“Todo lo que puse en mi trabajo fue sentido musical. Nunca aprendí ni a soldar un cable, ni entendí el sistema digital. Yo soy musical y analógico”. Así se define Carlos Melero, hombre experimentado en “hacer sonido”, ese discreto oficio en el que como el tercero de un dúo o el cuarto de un trío, al mismo tiempo actuó como oyente privilegiado. El mejor amigo del músico. Y del público también. Reverenciado por Astor Piazzolla y querido y respetado por varias generaciones de músicos argentinos, Melero fue el técnico de sonido muchos de los conciertos de las grandes figuras del jazz internacional que llegaron a Buenos Aires entre los ‘60 y los ‘80. De esa experiencia guarda grabaciones que en gran parte permanecieron quietas en su colección personal y hoy constituyen un tesoro que comenzará a ver la luz de lo compartido. Este miércoles a las 19 en La Cúpula del Centro Cultural Kirchner (Sarmiento 151) dará inicio Melero, la memoria sonora del jazz en Argentina, un ciclo que celebra los cincuenta años de trabajo del sonidista.

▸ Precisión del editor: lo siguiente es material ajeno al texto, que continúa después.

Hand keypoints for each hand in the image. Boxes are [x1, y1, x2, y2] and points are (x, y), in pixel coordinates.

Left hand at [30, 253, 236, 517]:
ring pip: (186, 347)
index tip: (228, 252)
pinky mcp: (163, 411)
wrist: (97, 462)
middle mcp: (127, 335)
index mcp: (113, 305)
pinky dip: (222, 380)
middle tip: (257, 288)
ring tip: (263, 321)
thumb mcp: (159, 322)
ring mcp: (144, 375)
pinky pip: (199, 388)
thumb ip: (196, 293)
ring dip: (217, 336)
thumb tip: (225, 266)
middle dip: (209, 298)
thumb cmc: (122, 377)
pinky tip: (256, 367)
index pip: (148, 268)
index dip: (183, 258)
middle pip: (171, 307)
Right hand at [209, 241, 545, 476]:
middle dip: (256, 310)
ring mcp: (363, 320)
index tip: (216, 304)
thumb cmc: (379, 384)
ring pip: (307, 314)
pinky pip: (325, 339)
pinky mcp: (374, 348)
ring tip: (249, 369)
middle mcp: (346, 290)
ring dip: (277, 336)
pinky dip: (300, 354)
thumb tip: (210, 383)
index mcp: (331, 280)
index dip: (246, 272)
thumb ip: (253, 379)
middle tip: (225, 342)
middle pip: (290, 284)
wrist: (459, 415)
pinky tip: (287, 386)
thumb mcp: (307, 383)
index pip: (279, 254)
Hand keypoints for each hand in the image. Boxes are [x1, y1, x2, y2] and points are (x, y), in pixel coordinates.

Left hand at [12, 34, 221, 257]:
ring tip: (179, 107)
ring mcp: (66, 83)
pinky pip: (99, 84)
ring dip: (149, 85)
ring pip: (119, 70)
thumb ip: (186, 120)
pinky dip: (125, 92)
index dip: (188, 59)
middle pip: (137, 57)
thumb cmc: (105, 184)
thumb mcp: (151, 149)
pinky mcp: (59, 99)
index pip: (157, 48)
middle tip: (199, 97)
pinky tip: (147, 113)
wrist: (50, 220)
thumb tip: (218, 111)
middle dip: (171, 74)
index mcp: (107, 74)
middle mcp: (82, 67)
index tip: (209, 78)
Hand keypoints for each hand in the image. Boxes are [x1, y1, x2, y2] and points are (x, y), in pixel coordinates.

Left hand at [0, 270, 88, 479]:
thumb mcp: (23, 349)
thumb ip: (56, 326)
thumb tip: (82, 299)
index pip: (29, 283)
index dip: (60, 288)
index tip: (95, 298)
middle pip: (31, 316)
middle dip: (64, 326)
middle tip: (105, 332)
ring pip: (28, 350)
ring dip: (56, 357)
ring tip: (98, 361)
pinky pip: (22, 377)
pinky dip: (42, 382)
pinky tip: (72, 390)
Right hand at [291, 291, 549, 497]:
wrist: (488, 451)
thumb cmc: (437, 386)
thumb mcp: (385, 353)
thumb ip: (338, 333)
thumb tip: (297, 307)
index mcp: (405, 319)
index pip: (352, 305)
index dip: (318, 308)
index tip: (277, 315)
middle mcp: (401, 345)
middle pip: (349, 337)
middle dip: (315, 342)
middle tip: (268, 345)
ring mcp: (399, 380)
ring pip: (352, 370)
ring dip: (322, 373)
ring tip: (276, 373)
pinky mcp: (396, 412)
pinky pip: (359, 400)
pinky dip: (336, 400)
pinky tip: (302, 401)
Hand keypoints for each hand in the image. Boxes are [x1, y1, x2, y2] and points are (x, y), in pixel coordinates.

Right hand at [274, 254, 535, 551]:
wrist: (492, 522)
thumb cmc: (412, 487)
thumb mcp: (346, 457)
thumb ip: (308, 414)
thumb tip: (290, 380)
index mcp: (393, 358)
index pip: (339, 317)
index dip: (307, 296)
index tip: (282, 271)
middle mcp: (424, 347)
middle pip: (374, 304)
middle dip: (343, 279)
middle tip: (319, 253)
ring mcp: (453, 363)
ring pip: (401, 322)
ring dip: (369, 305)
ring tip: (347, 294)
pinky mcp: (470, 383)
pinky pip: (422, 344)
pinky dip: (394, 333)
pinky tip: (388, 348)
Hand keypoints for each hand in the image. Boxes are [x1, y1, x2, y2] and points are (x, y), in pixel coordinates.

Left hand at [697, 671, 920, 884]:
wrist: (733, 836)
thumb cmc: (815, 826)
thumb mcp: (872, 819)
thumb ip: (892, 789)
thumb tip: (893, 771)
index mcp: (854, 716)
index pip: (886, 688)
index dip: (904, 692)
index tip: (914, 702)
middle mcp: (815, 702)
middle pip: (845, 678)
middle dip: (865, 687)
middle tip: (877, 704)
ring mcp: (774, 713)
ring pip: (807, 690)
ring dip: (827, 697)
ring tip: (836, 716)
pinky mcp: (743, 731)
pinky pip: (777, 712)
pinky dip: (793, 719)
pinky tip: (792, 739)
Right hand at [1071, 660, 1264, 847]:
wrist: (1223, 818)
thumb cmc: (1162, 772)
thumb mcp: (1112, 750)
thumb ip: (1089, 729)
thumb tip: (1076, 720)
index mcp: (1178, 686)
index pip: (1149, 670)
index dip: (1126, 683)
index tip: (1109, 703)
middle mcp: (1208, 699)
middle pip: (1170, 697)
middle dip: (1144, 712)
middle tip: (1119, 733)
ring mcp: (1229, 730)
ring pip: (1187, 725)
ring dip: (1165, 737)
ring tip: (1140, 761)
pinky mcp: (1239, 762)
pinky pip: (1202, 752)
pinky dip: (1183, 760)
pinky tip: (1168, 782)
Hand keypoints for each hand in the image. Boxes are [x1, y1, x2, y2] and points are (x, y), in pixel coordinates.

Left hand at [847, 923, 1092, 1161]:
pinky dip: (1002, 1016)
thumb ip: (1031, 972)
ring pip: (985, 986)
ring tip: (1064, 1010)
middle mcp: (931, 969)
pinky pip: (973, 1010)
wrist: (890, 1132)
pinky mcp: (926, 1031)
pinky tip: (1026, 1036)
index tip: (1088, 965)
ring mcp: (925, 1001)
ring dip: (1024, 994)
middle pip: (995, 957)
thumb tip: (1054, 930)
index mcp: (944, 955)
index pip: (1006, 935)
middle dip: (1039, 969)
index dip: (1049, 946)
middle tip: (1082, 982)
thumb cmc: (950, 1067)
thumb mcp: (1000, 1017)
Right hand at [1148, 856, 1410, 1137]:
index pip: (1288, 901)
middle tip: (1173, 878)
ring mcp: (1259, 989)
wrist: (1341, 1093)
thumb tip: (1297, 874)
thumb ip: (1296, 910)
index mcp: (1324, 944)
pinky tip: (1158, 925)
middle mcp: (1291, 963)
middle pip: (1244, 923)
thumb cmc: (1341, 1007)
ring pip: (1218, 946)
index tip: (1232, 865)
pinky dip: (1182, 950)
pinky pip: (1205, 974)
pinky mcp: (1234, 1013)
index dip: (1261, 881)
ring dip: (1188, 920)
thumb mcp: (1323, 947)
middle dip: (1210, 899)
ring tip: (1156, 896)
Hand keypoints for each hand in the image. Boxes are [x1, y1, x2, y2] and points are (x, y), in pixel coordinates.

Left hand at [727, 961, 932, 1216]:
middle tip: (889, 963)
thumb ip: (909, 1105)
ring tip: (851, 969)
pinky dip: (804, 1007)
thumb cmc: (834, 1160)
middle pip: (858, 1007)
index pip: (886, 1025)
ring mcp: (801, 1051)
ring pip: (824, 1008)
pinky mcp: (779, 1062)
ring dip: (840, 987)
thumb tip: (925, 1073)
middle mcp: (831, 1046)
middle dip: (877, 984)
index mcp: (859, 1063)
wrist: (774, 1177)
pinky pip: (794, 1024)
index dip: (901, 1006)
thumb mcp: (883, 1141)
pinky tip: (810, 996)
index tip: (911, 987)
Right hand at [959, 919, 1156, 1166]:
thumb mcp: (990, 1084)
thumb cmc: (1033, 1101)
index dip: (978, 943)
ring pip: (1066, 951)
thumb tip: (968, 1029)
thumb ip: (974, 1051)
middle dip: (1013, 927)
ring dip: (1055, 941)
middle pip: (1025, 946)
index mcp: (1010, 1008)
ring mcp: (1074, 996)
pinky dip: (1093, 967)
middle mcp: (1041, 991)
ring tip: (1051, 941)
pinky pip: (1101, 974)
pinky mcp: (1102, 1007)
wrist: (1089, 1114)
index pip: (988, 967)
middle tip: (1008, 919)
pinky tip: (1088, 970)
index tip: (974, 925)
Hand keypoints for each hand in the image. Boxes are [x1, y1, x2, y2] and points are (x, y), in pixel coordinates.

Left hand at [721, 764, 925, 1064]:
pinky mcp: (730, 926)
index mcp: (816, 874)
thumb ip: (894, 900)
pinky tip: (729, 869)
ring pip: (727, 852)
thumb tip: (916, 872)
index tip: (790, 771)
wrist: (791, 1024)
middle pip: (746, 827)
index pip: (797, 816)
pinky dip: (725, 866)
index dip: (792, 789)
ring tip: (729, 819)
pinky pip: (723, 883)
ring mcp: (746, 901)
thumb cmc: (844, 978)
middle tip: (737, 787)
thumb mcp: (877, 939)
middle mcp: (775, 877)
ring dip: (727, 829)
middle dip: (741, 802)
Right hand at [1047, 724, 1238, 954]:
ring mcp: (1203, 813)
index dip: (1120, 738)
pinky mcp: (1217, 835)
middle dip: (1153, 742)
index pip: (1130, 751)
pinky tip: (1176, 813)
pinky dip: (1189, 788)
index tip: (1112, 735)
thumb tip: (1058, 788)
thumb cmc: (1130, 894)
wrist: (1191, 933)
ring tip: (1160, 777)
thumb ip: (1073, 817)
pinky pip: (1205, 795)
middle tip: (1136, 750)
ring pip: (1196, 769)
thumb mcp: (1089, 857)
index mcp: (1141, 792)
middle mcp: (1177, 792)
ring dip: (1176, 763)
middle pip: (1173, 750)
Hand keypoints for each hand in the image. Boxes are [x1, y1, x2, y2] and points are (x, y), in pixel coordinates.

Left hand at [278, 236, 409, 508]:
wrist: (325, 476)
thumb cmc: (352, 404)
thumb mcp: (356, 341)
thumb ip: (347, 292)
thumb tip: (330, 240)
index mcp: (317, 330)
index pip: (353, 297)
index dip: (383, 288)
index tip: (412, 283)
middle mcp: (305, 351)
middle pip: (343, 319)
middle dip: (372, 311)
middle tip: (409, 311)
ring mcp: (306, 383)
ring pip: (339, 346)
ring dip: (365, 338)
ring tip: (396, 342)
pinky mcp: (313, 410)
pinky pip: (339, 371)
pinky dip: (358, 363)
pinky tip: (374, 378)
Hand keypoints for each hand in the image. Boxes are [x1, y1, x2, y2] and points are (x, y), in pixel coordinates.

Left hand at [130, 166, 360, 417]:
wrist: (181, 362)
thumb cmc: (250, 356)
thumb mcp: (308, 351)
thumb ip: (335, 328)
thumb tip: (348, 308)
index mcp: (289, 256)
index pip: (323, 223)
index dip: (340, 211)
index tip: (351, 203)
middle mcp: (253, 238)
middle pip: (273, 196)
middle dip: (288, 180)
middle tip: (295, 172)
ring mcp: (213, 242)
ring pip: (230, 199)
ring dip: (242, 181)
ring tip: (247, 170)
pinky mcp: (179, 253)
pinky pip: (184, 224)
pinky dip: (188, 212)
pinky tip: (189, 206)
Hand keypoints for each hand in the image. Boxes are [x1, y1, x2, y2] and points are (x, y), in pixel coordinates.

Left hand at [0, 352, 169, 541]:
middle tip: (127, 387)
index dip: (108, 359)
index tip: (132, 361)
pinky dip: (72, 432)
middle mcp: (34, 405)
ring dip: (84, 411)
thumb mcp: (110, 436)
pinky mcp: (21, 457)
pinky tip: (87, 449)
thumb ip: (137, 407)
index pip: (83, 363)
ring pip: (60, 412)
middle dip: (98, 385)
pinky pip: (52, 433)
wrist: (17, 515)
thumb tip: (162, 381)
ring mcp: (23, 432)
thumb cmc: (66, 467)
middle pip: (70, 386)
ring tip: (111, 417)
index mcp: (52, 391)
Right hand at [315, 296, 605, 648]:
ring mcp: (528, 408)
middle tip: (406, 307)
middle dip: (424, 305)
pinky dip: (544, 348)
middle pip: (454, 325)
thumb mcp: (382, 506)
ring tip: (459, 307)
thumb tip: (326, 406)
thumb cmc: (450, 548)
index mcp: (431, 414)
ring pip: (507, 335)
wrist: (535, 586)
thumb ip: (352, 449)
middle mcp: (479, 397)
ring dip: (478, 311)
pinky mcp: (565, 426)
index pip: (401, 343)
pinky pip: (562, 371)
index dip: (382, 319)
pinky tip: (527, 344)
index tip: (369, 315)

Durante los miércoles de junio, Melero hará escuchar parte de su inmenso e invalorable archivo sonoro, momentos históricos que van desde Duke Ellington a Count Basie, de Stan Getz a Dexter Gordon, de Bill Evans a Michel Petrucciani, de Sarah Vaughan a Carmen McRae. En diálogo con el crítico e historiador Sergio Pujol, desgranará sus recuerdos personales y se escucharán partes de aquellos grandes conciertos que con sigilo y un Revox de cinta abierta supo grabar. “Ahí está, es ese”, señala Melero al aparato que lo acompañó durante tanto tiempo. En el estudio de su casa también hay un piano, discos de vinilo y fotos innumerables que lo retratan junto a figuras que bien podrían constituir la enciclopedia musical de los últimos tiempos. “Me llamaban para hacer el sonido de sala y yo me las ingeniaba también para grabar. Lo hacía para tener una referencia de lo que hacía, si había puesto bien los micrófonos, si había sonado bien. Quería saber qué se podía mejorar para perfeccionar mi trabajo”, explica Melero y agrega: “Tuve la suerte de trabajar con grandes artistas, a los que no había que decirles nada, más bien escucharlos”.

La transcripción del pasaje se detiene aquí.